Дойно сел на свое место, он тяжело дышал и все же поманил к себе Дусэ и спросил:
— Что такое «объективная точка зрения» и что значит «диалектически»?
Молодой человек повторил вопрос:
— Что значит диалектически? Это, понимаешь ли, закон развития. Вот, к примеру, политика большевиков диалектична, пакт с Гитлером диалектичен, это, понимаешь ли, надо чувствовать!
— Нет. Чувства хороши в любви, в сострадании, а что до революции и ее политики, то тут надо думать.
— Ладно, я верю в Сталина. А ты хочешь, чтобы мы все верили в Даладье или Чемберлена!
— Нет! Вам вообще не следует верить!
— Это легко вам, интеллектуалам! А нам надо иметь что-то, за что мы могли бы держаться, — сказал пожилой рабочий. Он был похож на Зённеке и говорил в той же спокойной манере, уверенный, что его будут слушать с полным доверием. — Ты вот, товарищ Фабер, говоришь: ни во что не верить.
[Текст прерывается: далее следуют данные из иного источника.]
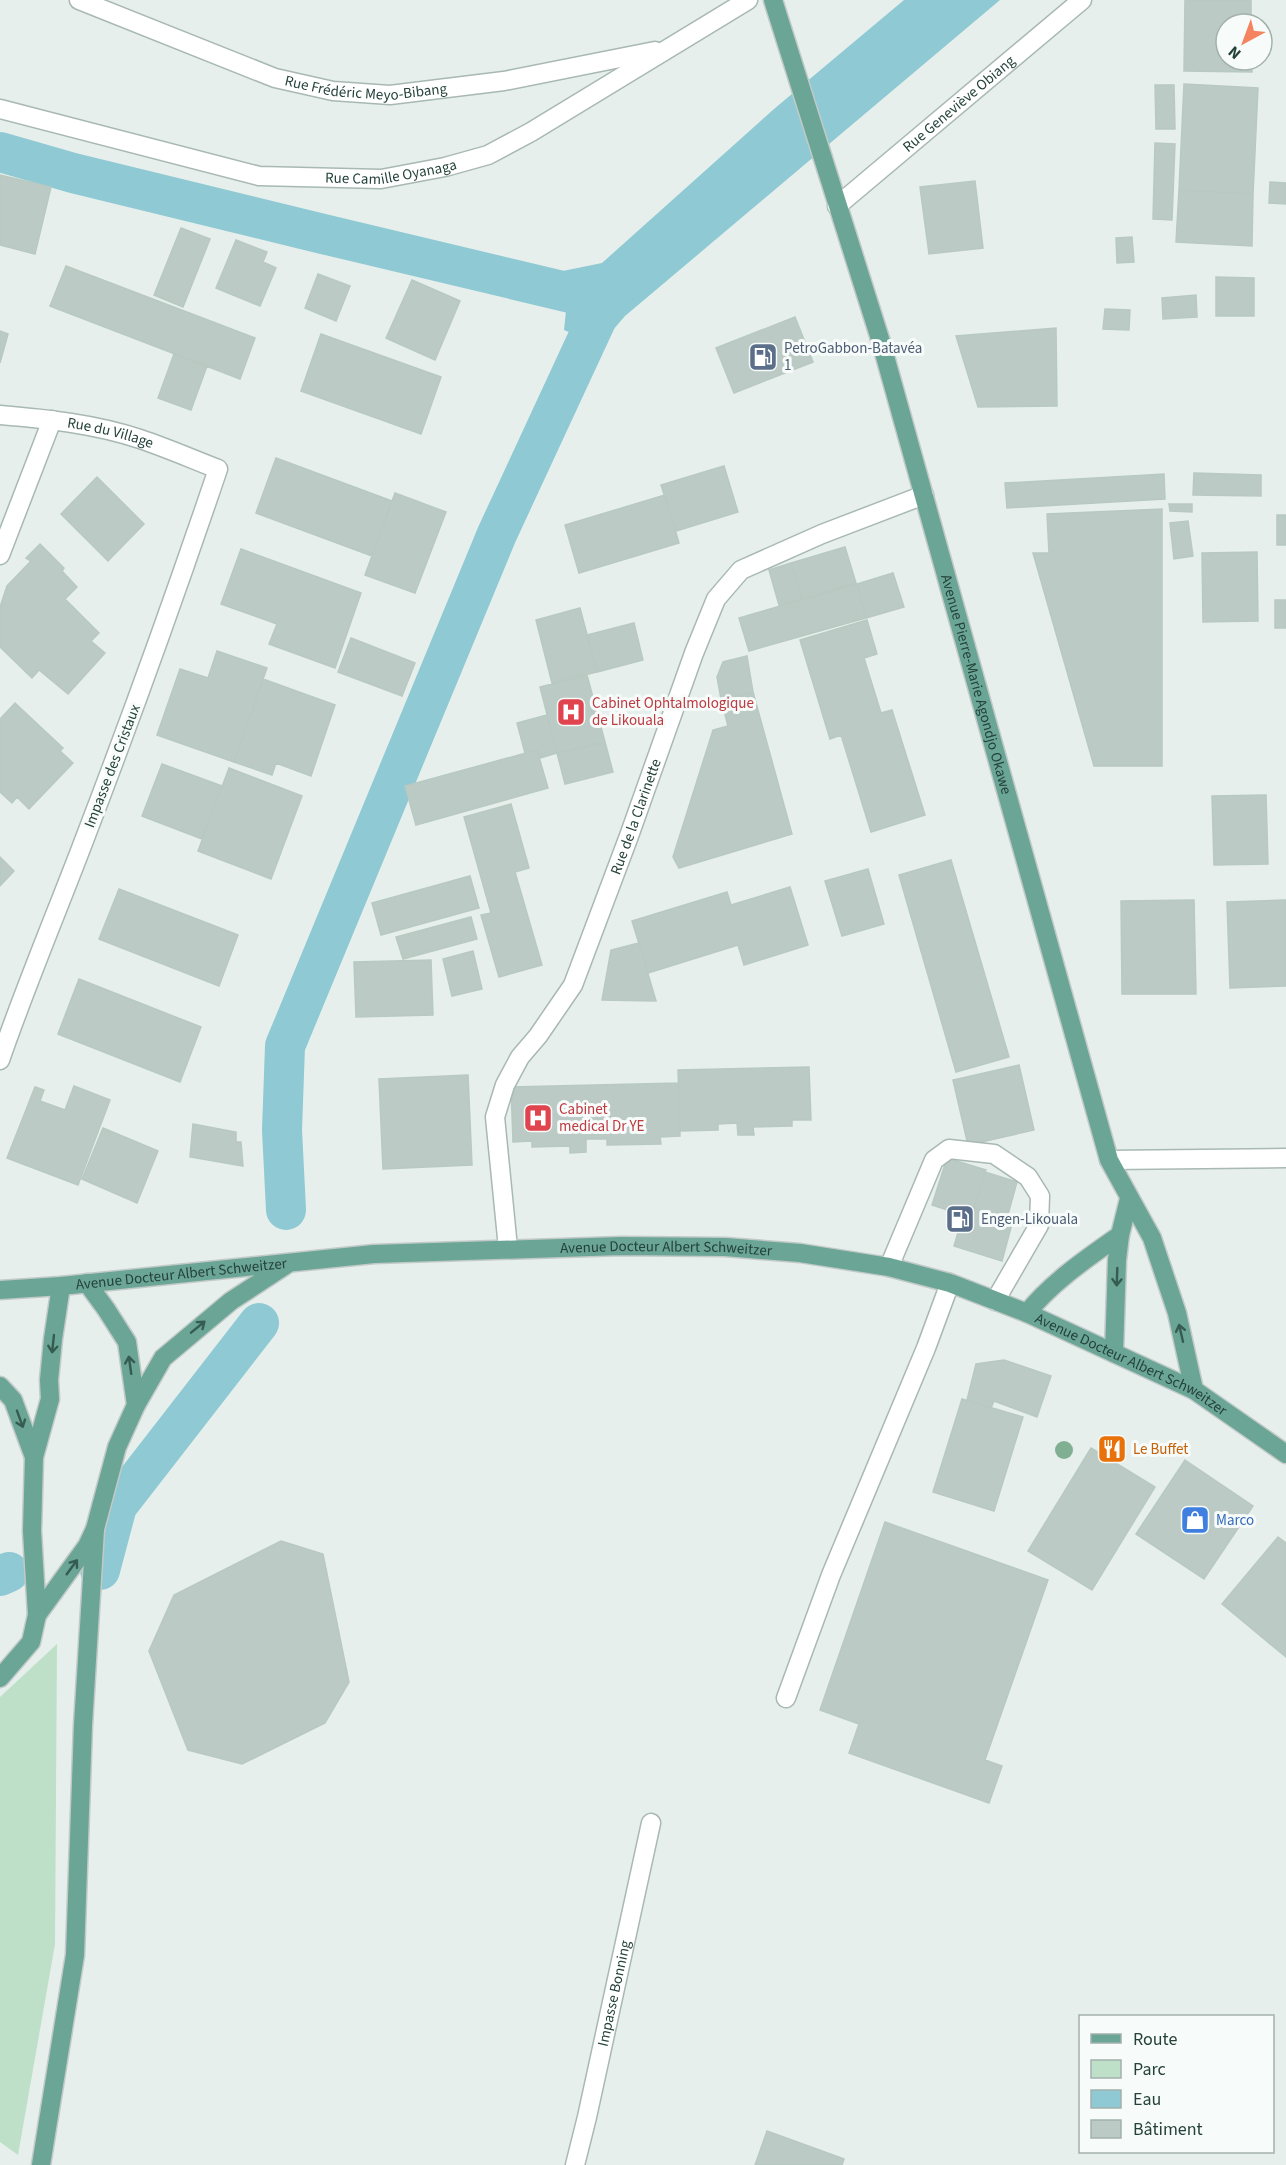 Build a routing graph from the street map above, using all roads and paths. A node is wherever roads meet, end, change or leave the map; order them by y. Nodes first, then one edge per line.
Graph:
1 (79, 0) edge
2 (748, 0) edge
3 (773, 0) edge
4 (1082, 0) edge
5 (665, 49) junction
6 (0, 109) edge
7 (837, 206) junction
8 (0, 415) edge
9 (52, 420) junction
10 (218, 469) joint
11 (924, 495) junction
12 (0, 555) edge
13 (0, 1060) edge
14 (1286, 1158) edge
15 (1109, 1160) junction
16 (1129, 1199) junction
17 (1120, 1235) junction
18 (508, 1248) junction
19 (288, 1264) junction
20 (889, 1267) junction
21 (87, 1283) junction
22 (950, 1283) junction
23 (61, 1286) junction
24 (0, 1290) edge
25 (995, 1301) junction
26 (1028, 1313) junction
27 (1114, 1353) junction
28 (0, 1386) edge
29 (1194, 1390) junction
30 (136, 1405) junction
31 (1286, 1454) edge
32 (34, 1457) junction
33 (95, 1529) junction
34 (37, 1615) junction
35 (0, 1678) edge
36 (786, 1698) dead end
37 (651, 1823) dead end
38 (41, 2165) edge
39 (575, 2165) edge

1 - 5 street, Rue Frédéric Meyo-Bibang
2 - 5 street, Rue Camille Oyanaga
3 - 7 main road, Avenue Pierre-Marie Agondjo Okawe
4 - 7 street, Rue Geneviève Obiang
5 - 6 street, Rue Camille Oyanaga
7 - 11 main road, Avenue Pierre-Marie Agondjo Okawe
8 - 9 street, Rue du Village
9 - 10 street, Rue du Village
9 - 12 street
10 - 13 street, Impasse des Cristaux
11 - 15 main road, Avenue Pierre-Marie Agondjo Okawe
11 - 18 street, Rue de la Clarinette
14 - 15 street
15 - 16 main road, Avenue Pierre-Marie Agondjo Okawe
16 - 17 main road
29 -> 16 main road, Avenue Pierre-Marie Agondjo Okawe
17 - 26 main road
17 -> 27 main road
18 - 19 main road, Avenue Docteur Albert Schweitzer
18 - 20 main road, Avenue Docteur Albert Schweitzer
19 - 21 main road, Avenue Docteur Albert Schweitzer
30 -> 19 main road
20 - 22 main road, Avenue Docteur Albert Schweitzer
20 - 25 street
21 - 23 main road, Avenue Docteur Albert Schweitzer
30 -> 21 main road
22 - 25 main road, Avenue Docteur Albert Schweitzer
22 - 36 street
23 - 24 main road, Avenue Docteur Albert Schweitzer
23 -> 32 main road
25 - 26 main road, Avenue Docteur Albert Schweitzer
26 - 27 main road, Avenue Docteur Albert Schweitzer
27 - 29 main road, Avenue Docteur Albert Schweitzer
28 -> 32 main road
29 - 31 main road, Avenue Docteur Albert Schweitzer
30 - 33 main road
32 - 34 main road
34 -> 33 main road
33 - 38 main road
34 - 35 main road
37 - 39 street, Impasse Bonning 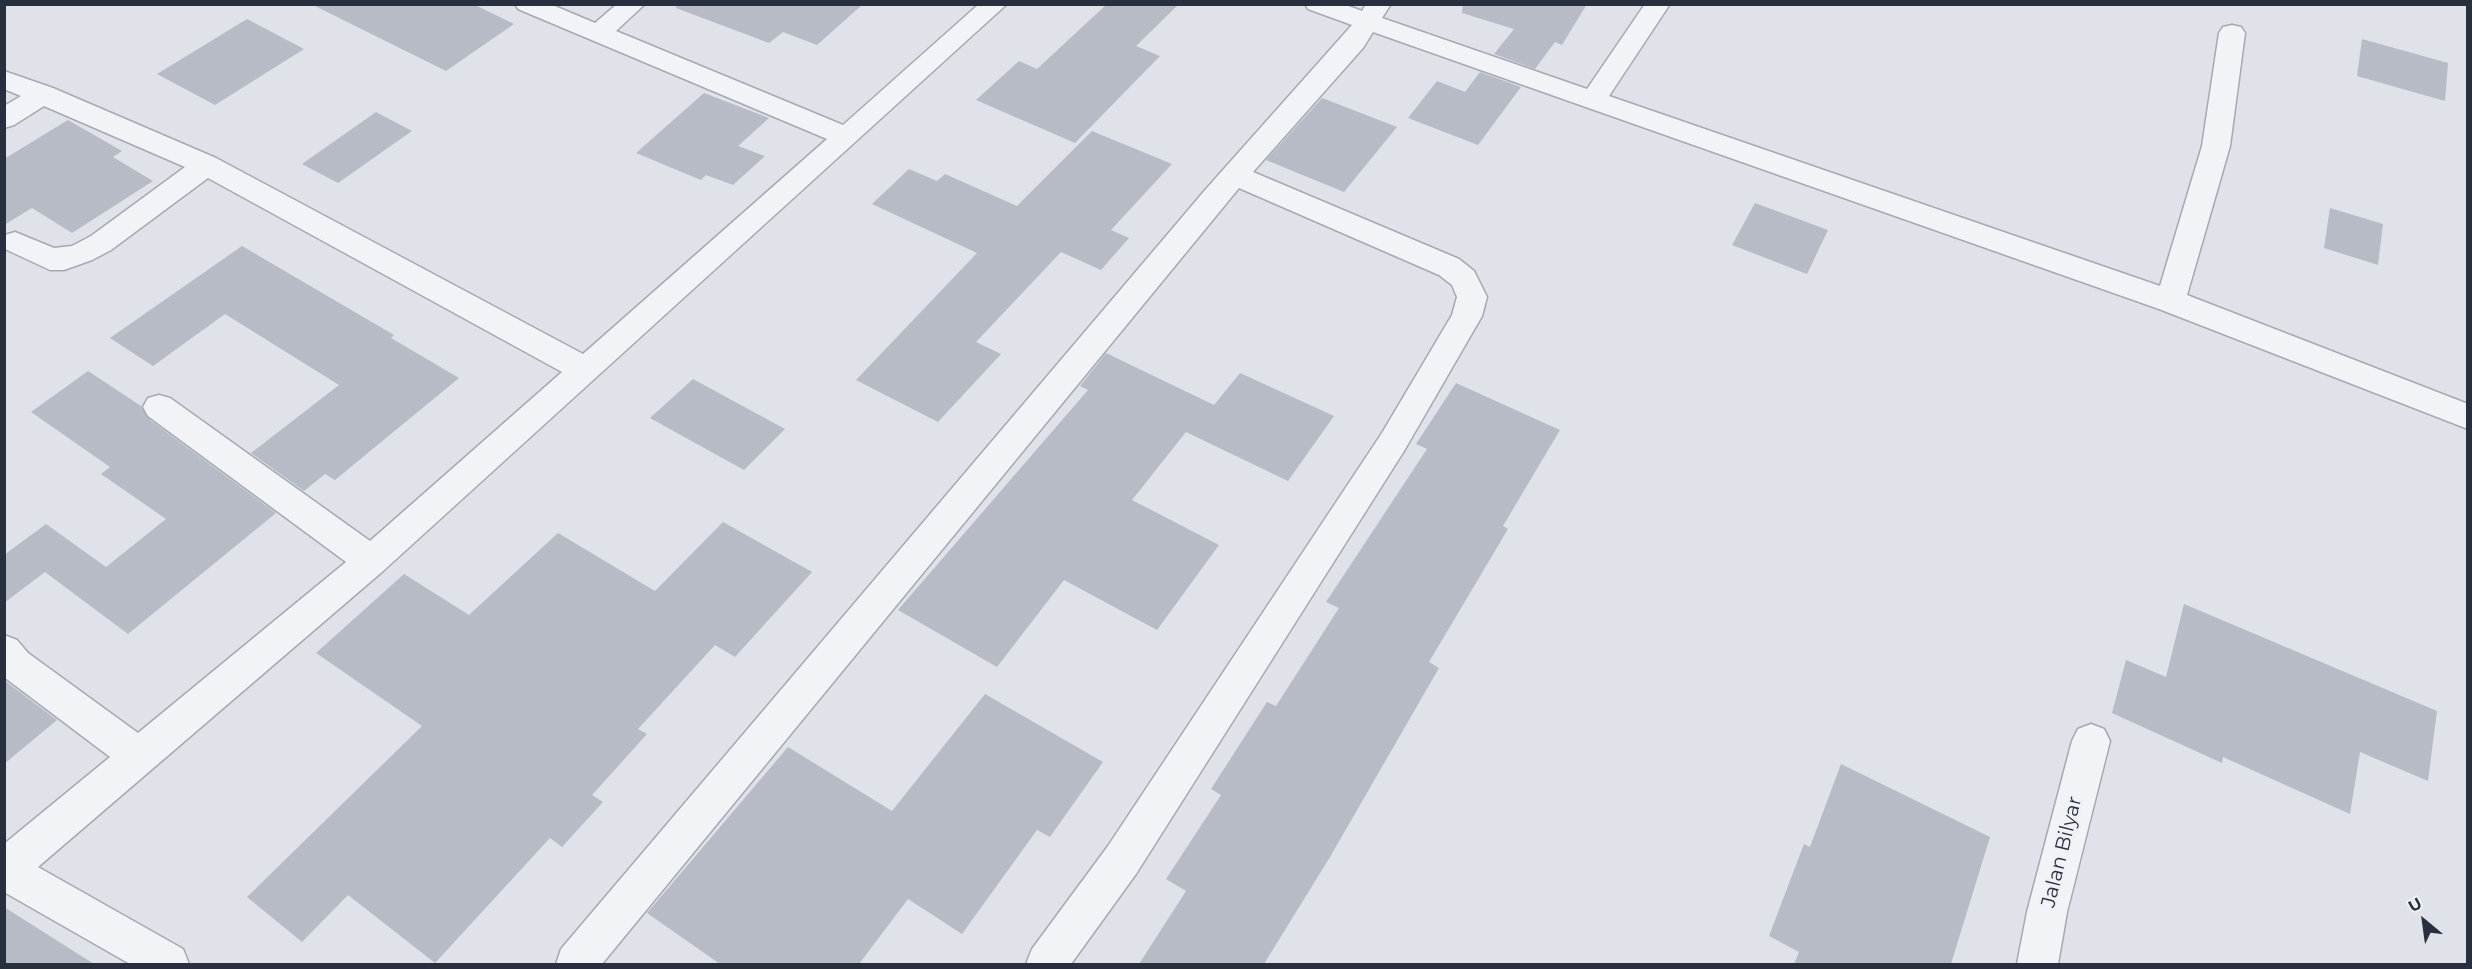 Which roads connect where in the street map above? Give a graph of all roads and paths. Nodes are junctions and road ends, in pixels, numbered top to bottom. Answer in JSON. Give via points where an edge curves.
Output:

Я в Сталина не верю, я готов с ним бороться, да, Дусэ, я готов сегодня агитировать против него, но я не хочу встать в один ряд с этим реакционным сбродом, который ненавижу и презираю с тех пор, как начал шевелить мозгами.
— А почему же ты предпочитаешь стоять в одном ряду с Гитлером?
— Полегче, Фабер, полегче! Ты так давно якшаешься с пролетариями, а не знаешь, что мы не любим спешки, что нам она внушает подозрения! Правительство говорит, что оно воюет с Гитлером. Этого я что-то не замечаю. Оно арестовывает коммунистов и пацифистов, оно цензурует прессу — это я каждый день замечаю. Уничтожить сначала внутреннего врага — это всегда было правилом революции. Дусэ сказал тебе, что ты контрреволюционер, и это, конечно, дурь, он говорит о диалектике, а сам не знает, что это такое. Я тоже не очень точно знаю, но зато я точно знаю, что, если Дусэ посадят в тюрьму, я буду бороться с его тюремщиками. Я в партии со времен конгресса в Туре, и все-таки я бы сейчас порвал свой партийный билет, но нельзя бросить партию в тот момент, когда ее объявляют вне закона. А теперь продолжай свой доклад, не думай о глупых выкриках Дусэ. Его язык злее, чем его мысли, он ведь высказывает не свои, а чужие.